[Opening Extracted entries section]
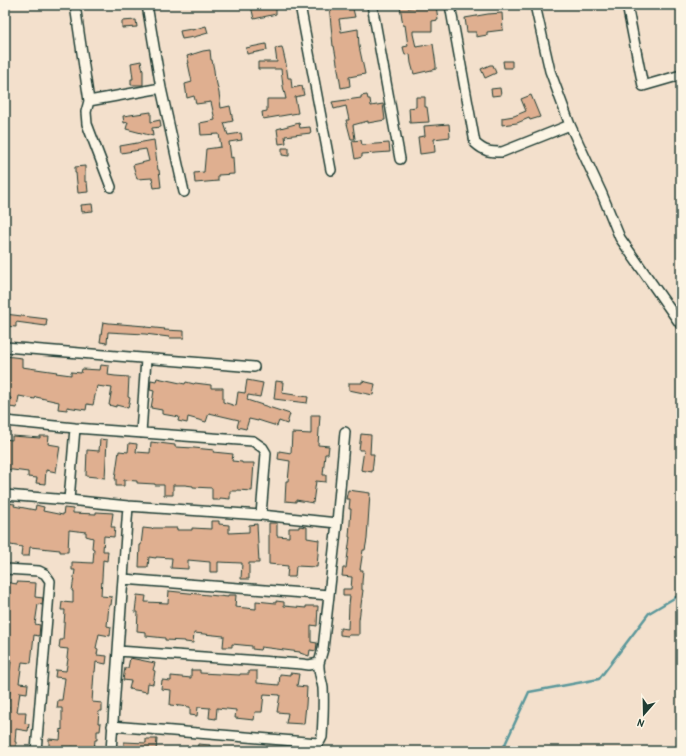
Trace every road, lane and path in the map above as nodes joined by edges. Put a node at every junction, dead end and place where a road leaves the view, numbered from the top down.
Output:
1 (75, 5) edge
2 (146, 5) edge
3 (300, 5) edge
4 (372, 5) edge
5 (450, 5) edge
6 (535, 5) edge
7 (627, 5) edge
8 (681, 75) edge
9 (161, 88) junction
10 (89, 101) junction
11 (570, 125) junction
12 (400, 159) dead end
13 (331, 170) dead end
14 (111, 186) dead end
15 (184, 192) dead end
16 (681, 325) edge
17 (5, 347) edge
18 (146, 359) junction
19 (254, 368) dead end
20 (5, 421) edge
21 (75, 428) junction
22 (345, 432) dead end
23 (141, 433) junction
24 (5, 495) edge
25 (69, 500) junction
26 (128, 506) junction
27 (261, 515) junction
28 (336, 522) junction
29 (5, 569) edge
30 (123, 579) junction
31 (329, 595) junction
32 (118, 651) junction
33 (319, 663) junction
34 (112, 726) junction
35 (36, 751) edge
36 (111, 751) edge

1 - 10 street
2 - 9 street
3 - 13 street
4 - 12 street
5 - 11 street
6 - 11 street
7 - 8 street
9 - 10 street
9 - 15 street
10 - 14 street
11 - 16 street
17 - 18 street
18 - 19 street
18 - 23 street
20 - 21 street
21 - 23 street
21 - 25 street
22 - 28 street
23 - 27 street
24 - 25 street
25 - 26 street
26 - 27 street
26 - 30 street
27 - 28 street
28 - 31 street
29 - 35 street
30 - 31 street
30 - 32 street
31 - 33 street
32 - 33 street
32 - 34 street
33 - 34 street
34 - 36 street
[Closing Extracted entries section]
What you should do - One number is the whole answer: how many lines in the records contain "dead".

Answer below - 7